President Higgins with participants at the Young and Irish Seminar
with the Minister for Children , Frances Fitzgerald
After months of preparation, discussion and debate, President Michael D Higgins’ much-vaunted Being Young And Irish seminar season reached its culmination at Áras An Uachtaráin on Saturday 17thNovember. And what a day it was.
Scores of young people from all over the country came to the Hyde Room to issue the “Take Charge of Change” Declaration, the piece de résistance of a lengthy consultation that took in the views of nearly a thousand young people at home and abroad.
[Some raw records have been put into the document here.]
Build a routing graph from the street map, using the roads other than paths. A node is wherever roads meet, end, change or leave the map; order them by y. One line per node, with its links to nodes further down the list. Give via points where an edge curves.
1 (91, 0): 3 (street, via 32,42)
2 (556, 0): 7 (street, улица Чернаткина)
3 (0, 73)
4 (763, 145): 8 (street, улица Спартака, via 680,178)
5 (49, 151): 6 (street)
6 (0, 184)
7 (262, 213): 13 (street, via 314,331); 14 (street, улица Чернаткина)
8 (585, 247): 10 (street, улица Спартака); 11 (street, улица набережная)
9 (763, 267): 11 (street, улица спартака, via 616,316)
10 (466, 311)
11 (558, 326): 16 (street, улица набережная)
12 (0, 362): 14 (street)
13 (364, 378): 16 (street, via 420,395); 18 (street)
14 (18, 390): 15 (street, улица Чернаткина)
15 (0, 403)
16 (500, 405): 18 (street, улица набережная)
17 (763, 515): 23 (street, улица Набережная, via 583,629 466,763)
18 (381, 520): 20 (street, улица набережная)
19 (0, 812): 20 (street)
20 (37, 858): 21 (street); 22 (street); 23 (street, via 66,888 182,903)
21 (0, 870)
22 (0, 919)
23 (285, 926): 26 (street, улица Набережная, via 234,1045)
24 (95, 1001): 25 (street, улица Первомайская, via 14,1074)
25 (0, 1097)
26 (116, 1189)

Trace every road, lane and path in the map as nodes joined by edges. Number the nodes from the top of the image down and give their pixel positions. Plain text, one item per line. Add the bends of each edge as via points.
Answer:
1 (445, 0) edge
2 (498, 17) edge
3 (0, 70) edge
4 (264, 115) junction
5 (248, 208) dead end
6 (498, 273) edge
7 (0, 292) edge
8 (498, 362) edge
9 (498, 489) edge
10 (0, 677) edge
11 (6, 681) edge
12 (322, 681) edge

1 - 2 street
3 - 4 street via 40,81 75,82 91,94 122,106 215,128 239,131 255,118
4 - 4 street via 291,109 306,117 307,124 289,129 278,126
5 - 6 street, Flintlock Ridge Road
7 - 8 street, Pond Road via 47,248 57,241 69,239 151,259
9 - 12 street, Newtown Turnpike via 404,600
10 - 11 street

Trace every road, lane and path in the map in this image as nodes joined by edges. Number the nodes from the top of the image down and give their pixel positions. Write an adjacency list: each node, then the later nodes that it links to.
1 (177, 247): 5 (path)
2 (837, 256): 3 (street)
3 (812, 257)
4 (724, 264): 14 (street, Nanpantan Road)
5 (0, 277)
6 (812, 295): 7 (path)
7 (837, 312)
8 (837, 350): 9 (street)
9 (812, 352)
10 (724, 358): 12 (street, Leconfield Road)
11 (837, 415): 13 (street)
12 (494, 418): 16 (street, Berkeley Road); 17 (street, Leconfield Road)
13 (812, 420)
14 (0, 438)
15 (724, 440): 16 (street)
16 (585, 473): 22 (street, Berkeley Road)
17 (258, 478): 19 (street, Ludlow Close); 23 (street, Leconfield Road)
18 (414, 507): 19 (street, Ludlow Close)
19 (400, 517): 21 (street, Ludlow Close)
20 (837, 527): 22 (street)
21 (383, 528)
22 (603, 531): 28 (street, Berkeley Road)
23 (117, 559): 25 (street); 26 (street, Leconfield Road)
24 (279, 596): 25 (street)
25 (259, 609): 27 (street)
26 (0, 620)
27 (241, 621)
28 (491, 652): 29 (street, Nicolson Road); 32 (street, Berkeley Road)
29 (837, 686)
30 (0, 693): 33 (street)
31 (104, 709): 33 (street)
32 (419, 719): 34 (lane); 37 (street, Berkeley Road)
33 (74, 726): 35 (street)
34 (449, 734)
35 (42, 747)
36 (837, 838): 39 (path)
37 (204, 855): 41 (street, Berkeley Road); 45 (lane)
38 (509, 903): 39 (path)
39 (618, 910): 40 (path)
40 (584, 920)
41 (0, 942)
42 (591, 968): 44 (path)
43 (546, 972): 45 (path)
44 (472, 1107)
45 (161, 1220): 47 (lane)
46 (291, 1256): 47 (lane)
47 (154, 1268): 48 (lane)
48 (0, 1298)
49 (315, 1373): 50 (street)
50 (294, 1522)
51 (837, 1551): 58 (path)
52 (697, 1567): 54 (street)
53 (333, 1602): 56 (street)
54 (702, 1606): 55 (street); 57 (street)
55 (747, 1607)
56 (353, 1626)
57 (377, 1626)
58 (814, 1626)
A building as grand as the Áras is pretty good impetus for work on that scale, but moreso is a speech from the President himself, who in his barnstorming opening remarks said that “There is no part of our lives that should not be subject to critical review”. In the ensuing workshop discussions, the young people in attendance went on to very much prove him right. During the seminar we were presented with analysis from DIT as to what was considered the most important topics throughout the whole consultation, with top of the list perhaps unsurprisingly employment, enterprise and social security, closely followed by political reform, education and equality and involving young people. But it was when young people started voting on what to include in their Declaration vision and what needed to make it a reality was far from predictable. In a gripping session of instant voting, each table would propose various things to include (or exclude) from the final declaration, and as this was the last chance saloon to include what they thought though important for the country, the young people put their cases passionately. Some of the choices, such as a proposal to add the word “empowered” in a section pertaining to caring for vulnerable people and changing “bilingual” to multilingual” were passed easily, but others were not such slam dunks. A proposal, for example, to mention civil liberties in the declaration narrowly failed by 51% to 49%. And while a resolution to mention political reform sailed through, one that mentioned transparency and accountability was defeated by six points. From there, the debate intensified. When a vote was taken to arrange the priorities on how to achieve their vision, the young people in the room’s top five was, to considerable surprise, headed by an emphatic commitment to the Irish language, with the social development of the language placing third. A call to legislate for the hot button X-Case placed second, with the top five rounded up by a strong statement for marriage and adoption equality and absentee ballots for Irish citizens abroad. More on that one, no doubt, in future columns.
But it was the noticeable lack of any reference to health, especially mental health, in the Top 5 that caused one of the biggest stirs of the day. Some claimed if those were the priorities, he’d probably be emigrating. But it was Aisling Concannon, Officer for Students with Disabilities at Trinity College, who became the de facto spokesperson of the case for mental health as a priority. She became the focal point of the discussion after stating on Twitter she was “livid that priorities were all wrong”, and that given the importance of the topic at earlier discussions (and in general), it was very disappointing that it didn’t feature.
When I talked to her afterwards, she thought it was scant consolation that while health came up as a topic, it wouldn’t be mentioned in the declaration, especially given the age group represented in the room. “The people reading the declaration won’t know how much time we spent on it in the workshops. (For health as an issue) to get noticed and get attention it should have been in there, and should have been one of the prime points in there.” While Aisling maintains her crusade for more attention to mental health (and a more holistic approach to health in general) in other ways, once the voting was done the President came back for the final declaration, and was clearly delighted with the outcome. “If anyone is still affected by the myth”, he said, “that young people are disengaged, here is your answer”, and insisted that the consultation not become “a lost conversation, it must find a real, rapid, positive response”. One hope for such a response is the Minister for Children Frances Fitzgerald, who also spoke at the Declaration. Her speech, apparently pre-prepared, was slightly cautious and bloodless but that did not dim the positivity and determination of the room, who in their declaration committed themselves to action, to fighting apathy and encouraging participation. In fact, within hours of the Being Young seminar concluding, a legacy project was set up which will meet by the end of the year.
In 1916, Padraig Pearse made his Proclamation of the Republic to a handful of bewildered passers-by outside the GPO. In that Proclamation, he put the case for cherishing all the children of the nation equally. 96 years later, a small bit up the road, hundreds of young people of the nation followed that legacy not just by asserting their voice and engaging in debate, but also committing their actions. The seminar may be over, but the work is just beginning.